Is there a straightforward way to do a schema-only...
# troubleshooting
t
Is there a straightforward way to do a schema-only
meltano elt
run?
a
Not easily, no. There are options, but none are universal or very streamlined as of yet. SDK-based taps may have
--test
(1 row per stream) or
--test=schema
(schema only, no records). And per case, you can also use stream maps with a
__filter__
of something like
1 == 0
to suppress all rows. Are there specific taps you'd like to do this for?
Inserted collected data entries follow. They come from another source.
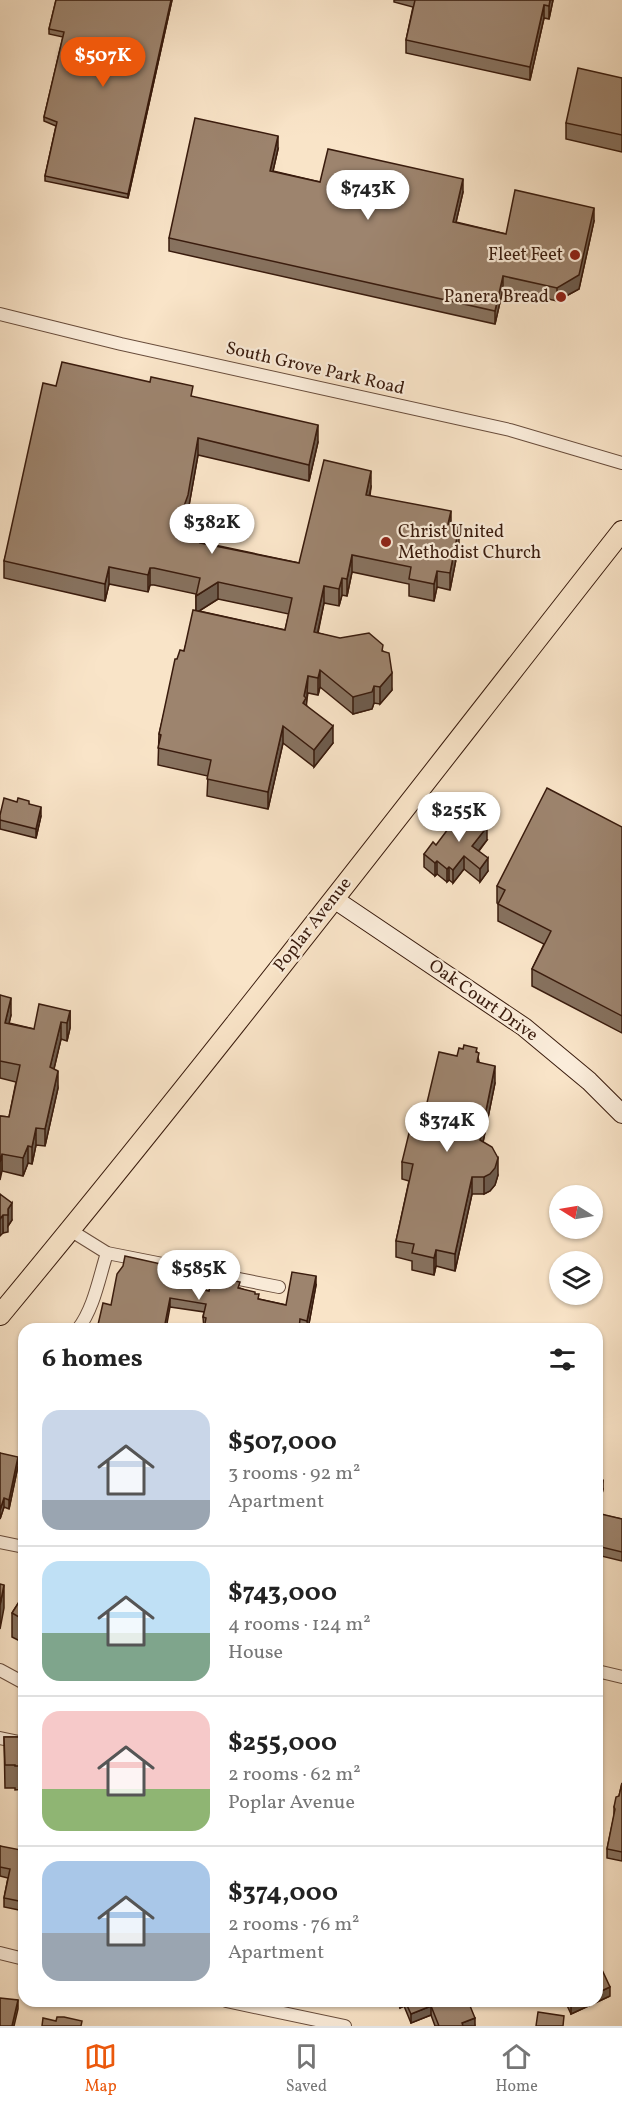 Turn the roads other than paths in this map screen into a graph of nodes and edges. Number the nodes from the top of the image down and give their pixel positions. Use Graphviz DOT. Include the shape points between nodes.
graph roads {
  1 [pos="0,314"];
  2 [pos="622,463"];
  3 [pos="622,531"];
  4 [pos="334,899"];
  5 [pos="622,1114"];
  6 [pos="70,1230"];
  7 [pos="107,1253"];
  8 [pos="279,1287"];
  9 [pos="0,1315"];
  10 [pos="82,1323"];
  11 [pos="0,1542"];
  12 [pos="18,1546"];
  13 [pos="0,1670"];
  14 [pos="603,1672"];
  15 [pos="622,1677"];
  16 [pos="18,1680"];
  17 [pos="0,1738"];
  18 [pos="18,1742"];
  19 [pos="0,1953"];
  20 [pos="18,1958"];
  21 [pos="255,2007"];
  22 [pos="345,2026"];
  1 -- 2 [label="street, South Grove Park Road" via="510,430"];
  3 -- 4 [label="main road, Poplar Avenue"];
  4 -- 5 [label="street, Oak Court Drive" via="524,1027"];
  4 -- 6 [label="main road, Poplar Avenue"];
  6 -- 7 [label="street"];
  6 -- 9 [label="main road, Poplar Avenue"];
  7 -- 8 [label="street"];
  7 -- 10 [label="street"];
  11 -- 12 [label="street"];
  13 -- 16 [label="street"];
  14 -- 15 [label="street"];
  17 -- 18 [label="street"];
  19 -- 20 [label="street"];
  21 -- 22 [label="street"];
} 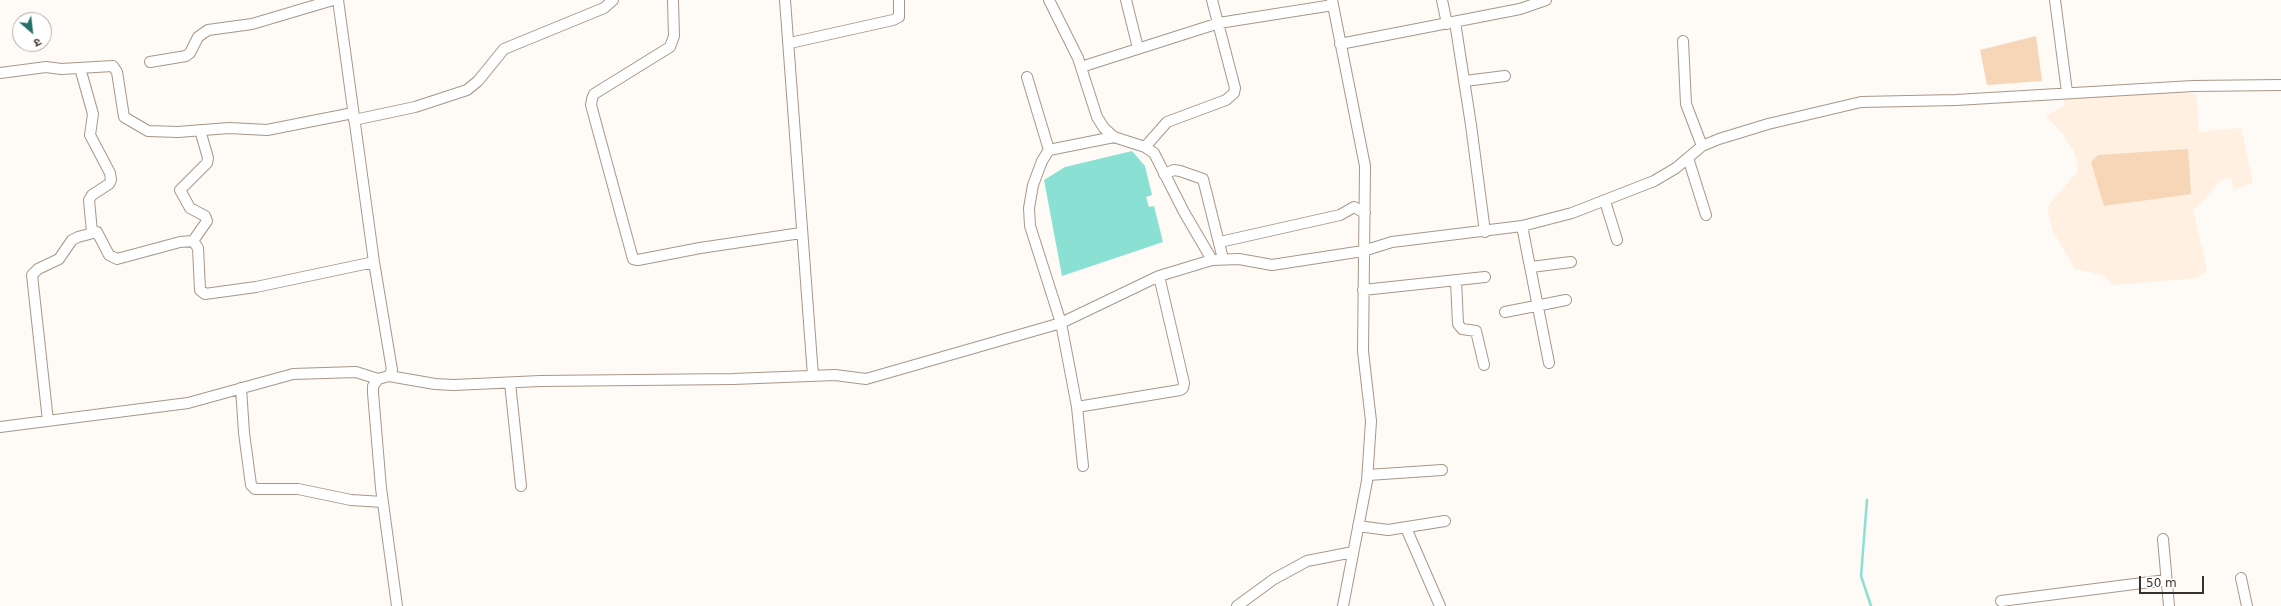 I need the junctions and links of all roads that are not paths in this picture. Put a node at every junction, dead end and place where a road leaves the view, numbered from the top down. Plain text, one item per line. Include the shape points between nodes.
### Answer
1 (333, 0) edge
2 (338, 0) edge
3 (612, 0) edge
4 (673, 0) edge
5 (785, 0) edge
6 (899, 0) edge
7 (1049, 0) edge
8 (1126, 0) edge
9 (1212, 0) edge
10 (1442, 0) edge
11 (2055, 0) edge
12 (1540, 1) edge
13 (1332, 3) edge
14 (1219, 23) junction
15 (1451, 23) junction
16 (1682, 41) dead end
17 (790, 43) junction
18 (1340, 44) junction
19 (1138, 48) junction
20 (150, 62) dead end
21 (1081, 67) junction
22 (80, 68) junction
23 (0, 73) edge
24 (1505, 76) dead end
25 (1027, 77) dead end
26 (1465, 81) junction
27 (2281, 85) edge
28 (2067, 92) junction
29 (354, 117) junction
30 (200, 130) junction
31 (1114, 137) junction
32 (1702, 146) junction
33 (1145, 147) junction
34 (1049, 150) junction
35 (1688, 158) junction
36 (1164, 174) junction
37 (1605, 201) junction
38 (1365, 214) junction
39 (1706, 215) dead end
40 (1522, 226) junction
41 (92, 232) junction
42 (1485, 232) junction
43 (801, 233) junction
44 (1617, 240) dead end
45 (193, 241) junction
46 (1220, 242) junction
47 (1363, 251) junction
48 (1223, 259) junction
49 (1212, 260) junction
50 (374, 262) junction
51 (1571, 262) dead end
52 (1531, 267) junction
53 (1159, 276) junction
54 (1485, 277) dead end
55 (1456, 280) junction
56 (1363, 290) junction
57 (1566, 300) dead end
58 (1538, 304) junction
59 (1505, 312) dead end
60 (1061, 323) junction
61 (1550, 363) dead end
62 (1484, 365) dead end
63 (389, 376) junction
64 (813, 376) junction
65 (378, 379) junction
66 (510, 383) junction
67 (242, 388) junction
68 (1077, 407) junction
69 (48, 421) junction
70 (0, 427) edge
71 (1083, 466) dead end
72 (1442, 470) dead end
73 (1368, 475) junction
74 (521, 486) dead end
75 (383, 502) junction
76 (1445, 521) dead end
77 (1358, 526) junction
78 (1406, 528) junction
79 (2163, 539) dead end
80 (1353, 552) junction
81 (2241, 578) dead end
82 (2166, 580) junction
83 (2001, 601) dead end
84 (1248, 603) edge
85 (397, 606) edge
86 (1237, 606) edge
87 (1344, 606) edge
88 (1440, 606) edge
89 (2169, 606) edge
90 (2246, 606) edge

1 - 20 street via 252,24 208,30 198,36 186,56
2 - 29 street
3 - 29 street via 604,8 504,49 478,81 467,90 415,106
4 - 43 street via 674,36 670,47 594,94 592,99 633,259
5 - 17 street
6 - 17 street via 899,17 893,20
7 - 21 street
8 - 19 street
9 - 14 street
10 - 15 street
11 - 28 street
12 - 15 street via 1520,9
13 - 14 street
13 - 18 street
14 - 19 street
14 - 33 street via 1235,88 1234,93 1226,100 1167,122
15 - 18 street
15 - 26 street
16 - 32 street via 1686,104
17 - 43 street
18 - 38 street via 1365,166
19 - 21 street
21 - 31 street via 1097,117
22 - 23 street via 46,67
22 - 30 street via 115,68 124,117 143,130
22 - 41 street via 93,114 90,136 110,173 111,180 89,200
24 - 26 street
25 - 34 street
26 - 42 street
27 - 28 street
28 - 32 street via 1956,100 1861,102 1768,124
29 - 30 street via 267,130
29 - 50 street
30 - 45 street via 208,163 180,190 190,208 205,216 207,221
31 - 33 street
31 - 34 street
32 - 35 street
33 - 36 street via 1154,153
34 - 60 street via 1033,185 1029,217
35 - 37 street via 1654,181
35 - 39 street
36 - 46 street via 1174,170 1203,179
36 - 49 street
37 - 40 street
37 - 44 street
38 - 46 street via 1354,207 1340,215
38 - 47 street
40 - 42 street
40 - 52 street
41 - 45 street via 100,235 109,255 117,259 180,242
41 - 69 street via 72,240 59,259 38,269 32,275
42 - 47 street via 1392,242
43 - 64 street via 808,291
45 - 50 street via 198,248 200,290 205,294 256,287
46 - 48 street
47 - 48 street via 1272,265
47 - 56 street
48 - 49 street
49 - 53 street
50 - 63 street via 392,370
51 - 52 street
52 - 58 street
53 - 60 street
53 - 68 street via 1183,388
54 - 55 street
55 - 56 street
55 - 62 street via 1458,324 1462,329 1476,331
56 - 73 street via 1363,351 1371,421
57 - 58 street
58 - 59 street
58 - 61 street
60 - 64 street via 866,379 835,375
60 - 68 street
63 - 65 street
63 - 66 street via 435,384
64 - 66 street
65 - 67 street via 356,372 293,374
65 - 75 street via 373,386 373,393
66 - 74 street
67 - 69 street via 188,403
67 - 75 street via 244,433 251,485 255,489 298,489 350,500
68 - 71 street
69 - 70 street
72 - 73 street
73 - 77 street
75 - 85 street
76 - 78 street
77 - 78 street via 1388,530
77 - 80 street
78 - 88 street
79 - 82 street
80 - 84 street via 1308,561 1274,579
80 - 87 street
81 - 90 street
82 - 83 street
82 - 89 street
84 - 86 street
Feel free to add comments here if a mapping extension would be helpful: Exclude all rows or limit `n` rows per stream · Issue #13 · MeltanoLabs/meltano-map-transform
v
To me this seems like you're not doing elt so it makes sense that you'd have to call
meltano invoke tap-name --discover
for schema only stuff Another way I've done this is added "information schema" like tables to my source and then I select them. For Oracle I selected the
sys.*
tables and then you can think about them as
elt
🤷 Having
sdc_catalog
as its own stream has also seemed interesting to me, but you'd have to either force all taps to do it or do it yourself in the orchestrator layer, this one ties into the
metadata
issues Meltano has
t
My use cases are: 1. When trying out Meltano for the first time for a new source, I want to ensure it works for all the data types I use in that source, and that it maps those data types to something reasonable in my destination. 2. For my workloads – Postgres tables with 10B+ rows representing 5+ TBs of data – Meltano does not replicate in a reasonable amount of time. As a workaround, I want Meltano to create the table, I manually backfill in a performant way, and then I let Meltano take over for ongoing replication.
a
@tj_murphy - I think there's a viable path forward, which we likely could handle in a contributed MR if you are interested in taking this on. The path forward would likely be something like:
Add a
--schema-only
option (or similar) to
meltano run
and/or
meltano elt
.
When
--schema-only
is invoked, then several behaviors are triggered: 1. state is ignored 2. start_date for the tap is set to tomorrow 3. meltano drops on the floor any
RECORD
messages it sees passing from the tap to the target. An alternative (perhaps better?) implementation would be: 1. Run discovery if needed. 2. Instead of invoking the tap, meltano iterates through the catalog and sends it's own
SCHEMA
records to the target, one corresponding to the schema of each stream in the catalog.
@tj_murphy - What do you think of these options? Would you mind logging an issue on this (if one doesn't already exist) so we can discuss in further detail?